In this study, we identified a novel missense variant (p.Asp274Asn) in ARG1 in a patient with arginase 1 deficiency. This variant is not listed in the database (gnomAD browser beta; http://gnomad.broadinstitute.org/) for the normal population. Structural analysis of the protein did not reveal any collisions between residues, but it is highly conserved, and enzyme activity in this patient was below the sensitivity of the measurement. Therefore, this variant is believed to have a significant effect on the protein structure of arginase. In this variant, the acidic amino acid aspartic acid replaces the neutral amino acid asparagine located in the protein core. It has been reported that the amino acids buried inside the protein are involved in protein structure8. Therefore, it has been considered that a change in the charge inside the protein might have some influence on its structure and function, even if atomic collisions are not predicted.

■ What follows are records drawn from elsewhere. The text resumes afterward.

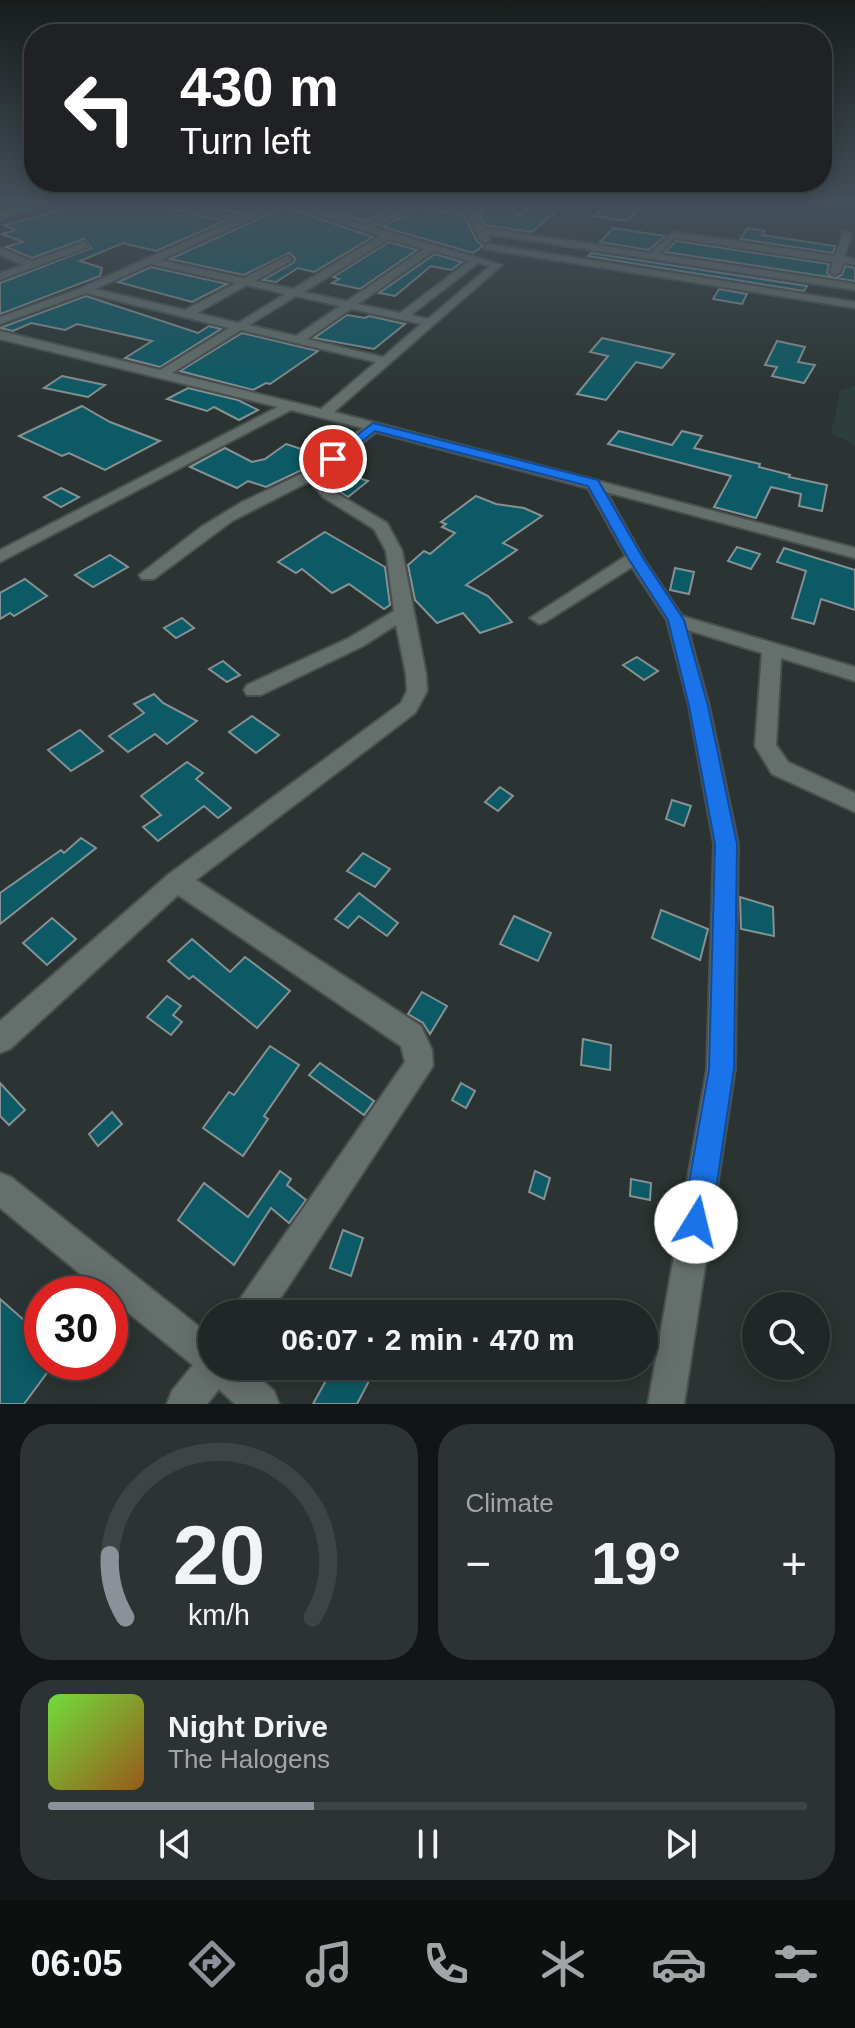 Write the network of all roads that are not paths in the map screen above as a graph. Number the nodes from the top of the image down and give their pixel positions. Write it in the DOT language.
graph roads {
  1 [pos="28,267"];
  2 [pos="138,267"];
  3 [pos="175,267"];
  4 [pos="273,267"];
  5 [pos="338,267"];
  6 [pos="405,267"];
  7 [pos="468,267"];
  8 [pos="495,267"];
  9 [pos="612,267"];
  10 [pos="719,267"];
  11 [pos="837,267"];
  12 [pos="0,277"];
  13 [pos="244,282"];
  14 [pos="831,284"];
  15 [pos="855,287"];
  16 [pos="85,290"];
  17 [pos="296,293"];
  18 [pos="350,305"];
  19 [pos="855,305"];
  20 [pos="187,314"];
  21 [pos="402,317"];
  22 [pos="0,321"];
  23 [pos="431,323"];
  24 [pos="239,326"];
  25 [pos="0,335"];
  26 [pos="298,340"];
  27 [pos="386,361"];
  28 [pos="162,374"];
  29 [pos="289,406"];
  30 [pos="324,414"];
  31 [pos="373,427"];
  32 [pos="313,474"];
  33 [pos="593,483"];
  34 [pos="855,553"];
  35 [pos="0,557"];
  36 [pos="635,558"];
  37 [pos="148,575"];
  38 [pos="403,613"];
  39 [pos="539,618"];
  40 [pos="676,620"];
  41 [pos="772,649"];
  42 [pos="855,674"];
  43 [pos="254,690"];
  44 [pos="855,803"];
  45 [pos="177,881"];
  46 [pos="0,1039"];
  47 [pos="0,1188"];
  48 [pos="260,1300"];
  49 [pos="198,1348"];
  50 [pos="203,1380"];
  51 [pos="235,1380"];
  52 [pos="185,1404"];
  53 [pos="261,1404"];
  54 [pos="666,1404"];
  1 -- 12 [label="street"];
  2 -- 16 [label="street"];
  3 -- 13 [label="street"];
  4 -- 13 [label="street"];
  5 -- 17 [label="street"];
  6 -- 18 [label="street"];
  7 -- 21 [label="street"];
  8 -- 23 [label="street"];
  9 -- 19 [label="street"];
  10 -- 14 [label="street"];
  11 -- 14 [label="street"];
  13 -- 17 [label="street"];
  13 -- 20 [label="street"];
  14 -- 15 [label="street"];
  16 -- 20 [label="street"];
  16 -- 22 [label="street"];
  17 -- 18 [label="street"];
  17 -- 24 [label="street"];
  18 -- 21 [label="street"];
  18 -- 26 [label="street"];
  20 -- 24 [label="street"];
  21 -- 23 [label="street"];
  23 -- 27 [label="street"];
  24 -- 26 [label="street"];
  24 -- 28 [label="street"];
  25 -- 28 [label="street"];
  26 -- 27 [label="street"];
  27 -- 30 [label="street"];
  28 -- 29 [label="street"];
  29 -- 30 [label="street"];
  29 -- 35 [label="street"];
  30 -- 31 [label="street"];
  31 -- 32 [label="street"];
  31 -- 33 [label="street"];
  32 -- 37 [label="street"];
  32 -- 38 [label="street"];
  33 -- 34 [label="street"];
  33 -- 36 [label="street"];
  36 -- 39 [label="street"];
  36 -- 40 [label="street"];
  38 -- 43 [label="street"];
  38 -- 45 [label="street"];
  40 -- 41 [label="street"];
  40 -- 54 [label="street"];
  41 -- 42 [label="street"];
  41 -- 44 [label="street"];
  45 -- 46 [label="street"];
  45 -- 48 [label="street"];
  47 -- 49 [label="street"];
  50 -- 52 [label="street"];
  51 -- 53 [label="street"];
} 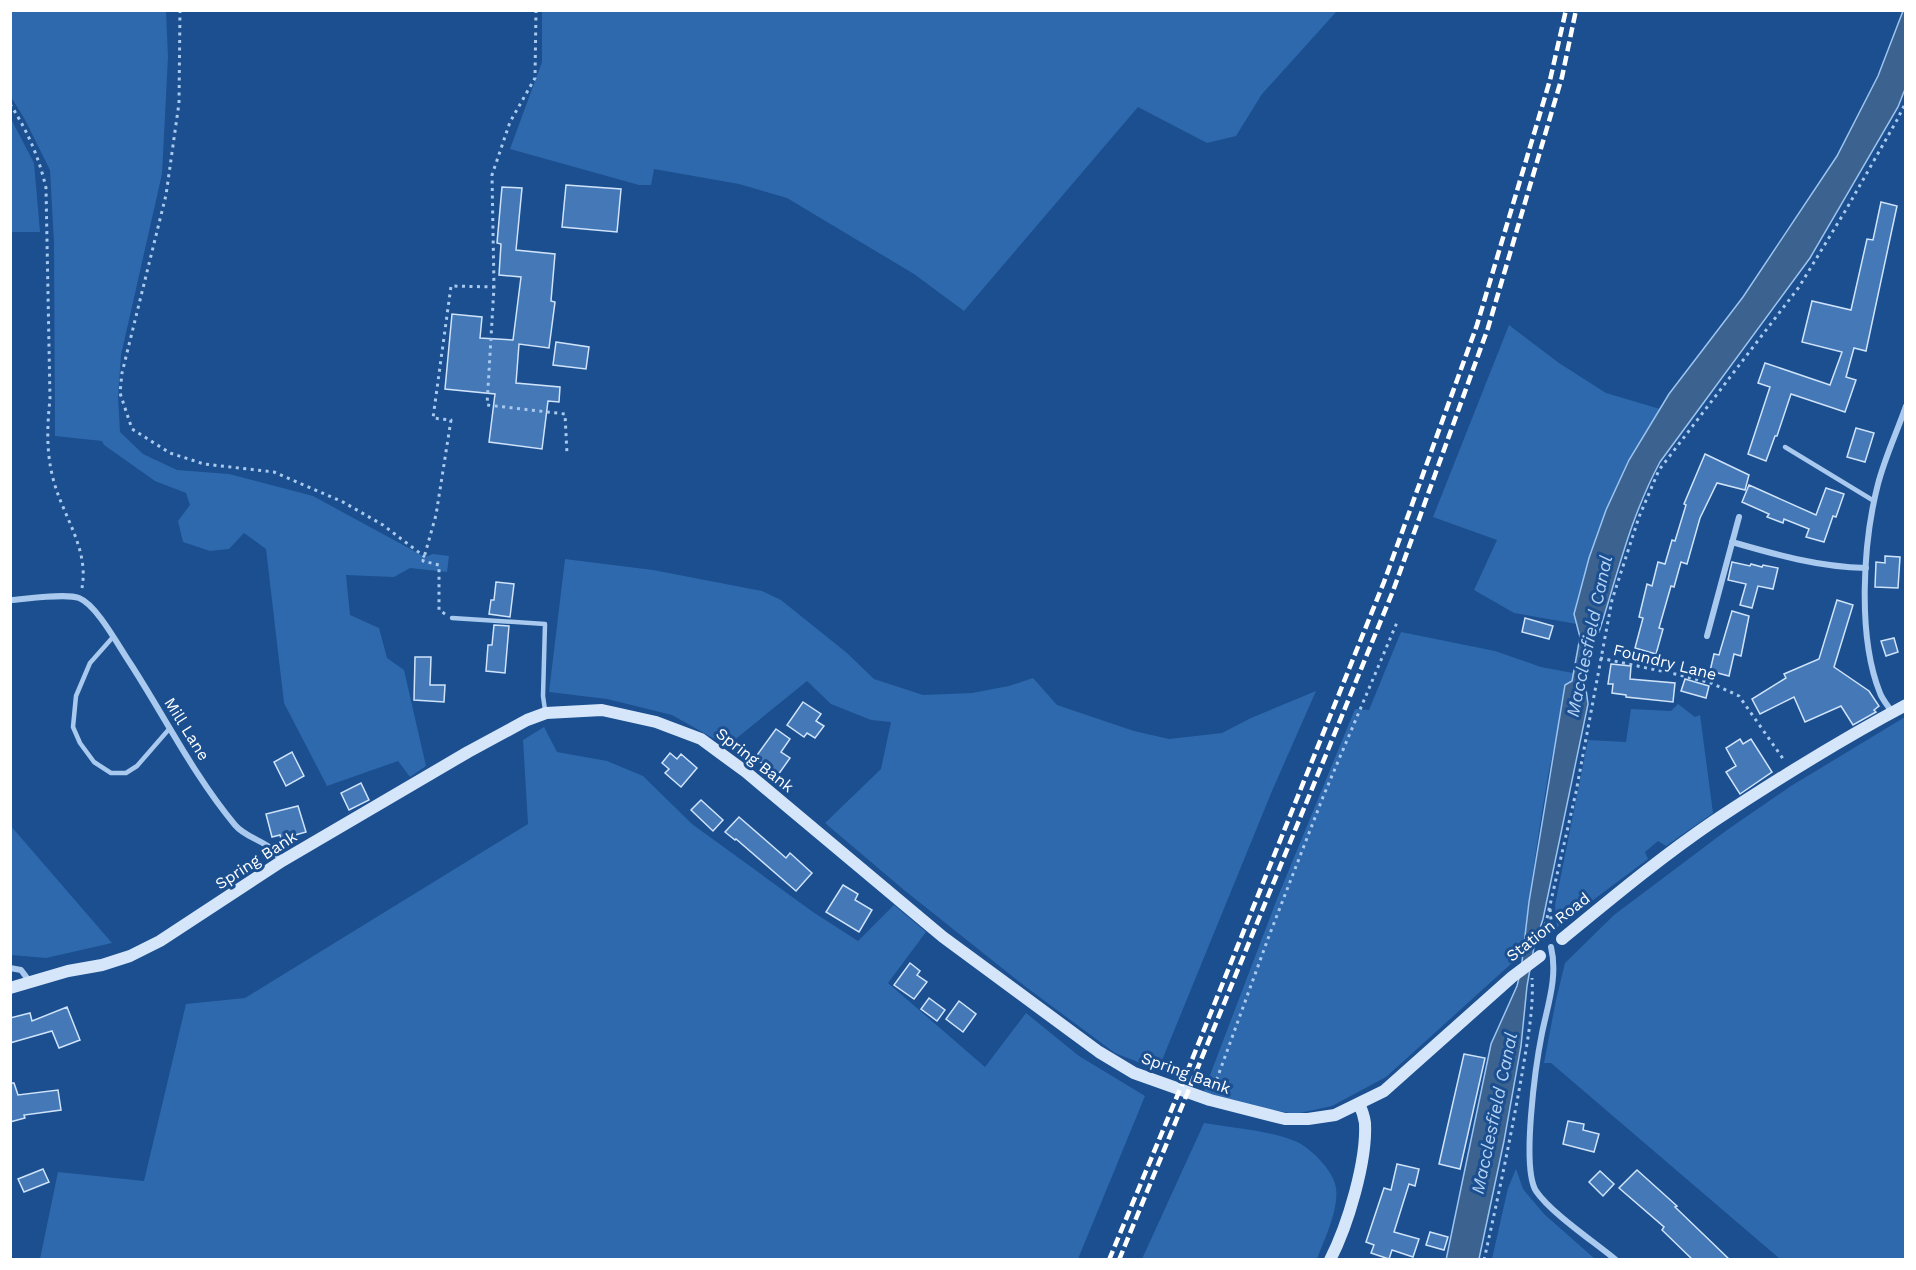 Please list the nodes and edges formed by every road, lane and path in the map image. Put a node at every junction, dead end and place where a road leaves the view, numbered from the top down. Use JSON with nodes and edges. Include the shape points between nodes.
{"nodes":[{"id":1,"x":180,"y":10,"type":"edge"},
{"id":2,"x":536,"y":10,"type":"edge"},
{"id":3,"x":1905,"y":102,"type":"edge"},
{"id":4,"x":10,"y":104,"type":"edge"},
{"id":5,"x":494,"y":287,"type":"junction"},
{"id":6,"x":1905,"y":406,"type":"edge"},
{"id":7,"x":1902,"y":424,"type":"edge"},
{"id":8,"x":1785,"y":447,"type":"dead end"},
{"id":9,"x":567,"y":454,"type":"dead end"},
{"id":10,"x":1874,"y":501,"type":"junction"},
{"id":11,"x":1738,"y":517,"type":"dead end"},
{"id":12,"x":1732,"y":542,"type":"junction"},
{"id":13,"x":424,"y":559,"type":"junction"},
{"id":14,"x":1866,"y":568,"type":"junction"},
{"id":15,"x":80,"y":598,"type":"junction"},
{"id":16,"x":10,"y":600,"type":"edge"},
{"id":17,"x":452,"y":618,"type":"joint"},
{"id":18,"x":1398,"y":620,"type":"dead end"},
{"id":19,"x":1707,"y":636,"type":"dead end"},
{"id":20,"x":113,"y":637,"type":"junction"},
{"id":21,"x":1600,"y":658,"type":"junction"},
{"id":22,"x":1905,"y":705,"type":"edge"},
{"id":23,"x":1892,"y":712,"type":"junction"},
{"id":24,"x":546,"y":713,"type":"junction"},
{"id":25,"x":170,"y":728,"type":"junction"},
{"id":26,"x":1792,"y":772,"type":"junction"},
{"id":27,"x":282,"y":861,"type":"junction"},
{"id":28,"x":1550,"y":904,"type":"junction"},
{"id":29,"x":1557,"y":935,"type":"junction"},
{"id":30,"x":1551,"y":947,"type":"junction"},
{"id":31,"x":1540,"y":950,"type":"junction"},
{"id":32,"x":10,"y":968,"type":"edge"},
{"id":33,"x":1532,"y":976,"type":"dead end"},
{"id":34,"x":30,"y":982,"type":"junction"},
{"id":35,"x":10,"y":988,"type":"edge"},
{"id":36,"x":1210,"y":1100,"type":"junction"},
{"id":37,"x":1359,"y":1104,"type":"junction"},
{"id":38,"x":1330,"y":1260,"type":"edge"},
{"id":39,"x":1484,"y":1260,"type":"edge"},
{"id":40,"x":1616,"y":1260,"type":"edge"}],
"edges":[{"from":1,"to":13,"type":"path","via":[[180,103],[166,195],[122,373],[120,393],[132,429],[170,453],[204,464],[274,472],[314,489],[383,525]]},
{"from":2,"to":5,"type":"path","via":[[535,78],[510,122],[492,175]]},
{"from":3,"to":21,"type":"path","via":[[1799,287],[1659,470],[1626,552]]},
{"from":4,"to":15,"type":"path","via":[[39,160],[46,188],[50,399],[46,432],[53,479],[79,543],[84,577]]},
{"from":5,"to":9,"type":"path","via":[[487,405],[565,414]]},
{"from":5,"to":13,"type":"path","via":[[451,286],[433,418],[451,420],[436,515]]},
{"from":6,"to":7,"type":"street"},
{"from":7,"to":10,"type":"street"},
{"from":8,"to":10,"type":"lane"},
{"from":10,"to":14,"type":"street"},
{"from":11,"to":12,"type":"street"},
{"from":12,"to":14,"type":"street","via":[[1816,565]]},
{"from":12,"to":19,"type":"street"},
{"from":13,"to":17,"type":"path","via":[[439,566],[439,610]]},
{"from":14,"to":23,"type":"street","via":[[1865,620],[1873,669],[1880,694]]},
{"from":15,"to":16,"type":"street"},
{"from":15,"to":20,"type":"street","name":"Mill Lane"},
{"from":17,"to":24,"type":"lane","via":[[545,624]]},
{"from":18,"to":36,"type":"path","via":[[1323,797]]},
{"from":20,"to":25,"type":"street","name":"Mill Lane"},
{"from":20,"to":25,"type":"lane","via":[[90,663],[76,696],[73,727],[80,743],[94,762],[111,773],[126,773]]},
{"from":21,"to":26,"type":"path","name":"Foundry Lane","via":[[1711,683],[1739,696]]},
{"from":21,"to":28,"type":"path","via":[[1576,792]]},
{"from":22,"to":23,"type":"street","name":"Station Road"},
{"from":23,"to":26,"type":"street","name":"Station Road"},
{"from":24,"to":27,"type":"street","name":"Spring Bank","via":[[468,752]]},
{"from":24,"to":36,"type":"street","name":"Spring Bank","via":[[602,710],[656,722],[701,739],[764,786],[943,937],[1099,1052],[1134,1073]]},
{"from":25,"to":27,"type":"street","name":"Mill Lane","via":[[237,827],[273,850]]},
{"from":26,"to":29,"type":"street","name":"Station Road","via":[[1713,822]]},
{"from":27,"to":34,"type":"street","name":"Spring Bank","via":[[160,941],[129,956]]},
{"from":28,"to":29,"type":"path"},
{"from":28,"to":31,"type":"path"},
{"from":29,"to":30,"type":"street","name":"Station Road"},
{"from":30,"to":31,"type":"street","name":"Station Road"},
{"from":30,"to":40,"type":"street","via":[[1553,979],[1539,1049],[1528,1152],[1530,1174],[1534,1188],[1545,1202]]},
{"from":31,"to":37,"type":"street","name":"Station Road","via":[[1384,1091]]},
{"from":32,"to":34,"type":"street","via":[[21,970]]},
{"from":33,"to":39,"type":"path","via":[[1520,1082]]},
{"from":34,"to":35,"type":"street","name":"Spring Bank"},
{"from":36,"to":37,"type":"street","name":"Spring Bank","via":[[1285,1119],[1335,1114]]},
{"from":37,"to":38,"type":"street","via":[[1365,1120],[1363,1152],[1353,1197]]}]}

Arginase 1 deficiency is assessable in newborn screening through tandem mass spectrometry. However, the deficiency in patients might be missed if the screening occurs too early, as L-arginine levels may not be markedly elevated in the first days of life9. This may be the reason why arginase 1 deficiency has not been introduced as a target disease in Japanese newborn screening. This patient was diagnosed early because of the abnormal value obtained in the hepaplastin test. There has been no previous report of hyperargininemia patients with abnormal hepaplastin test values during the neonatal period. This patient’s severe symptoms were considered to result from the fact that one variant is a nonsense variant and the other is located in a highly conserved domain, with enzyme activity being below measurement sensitivity. Patients with severe hyperargininemia may have an outlier hepaplastin test result during the neonatal period.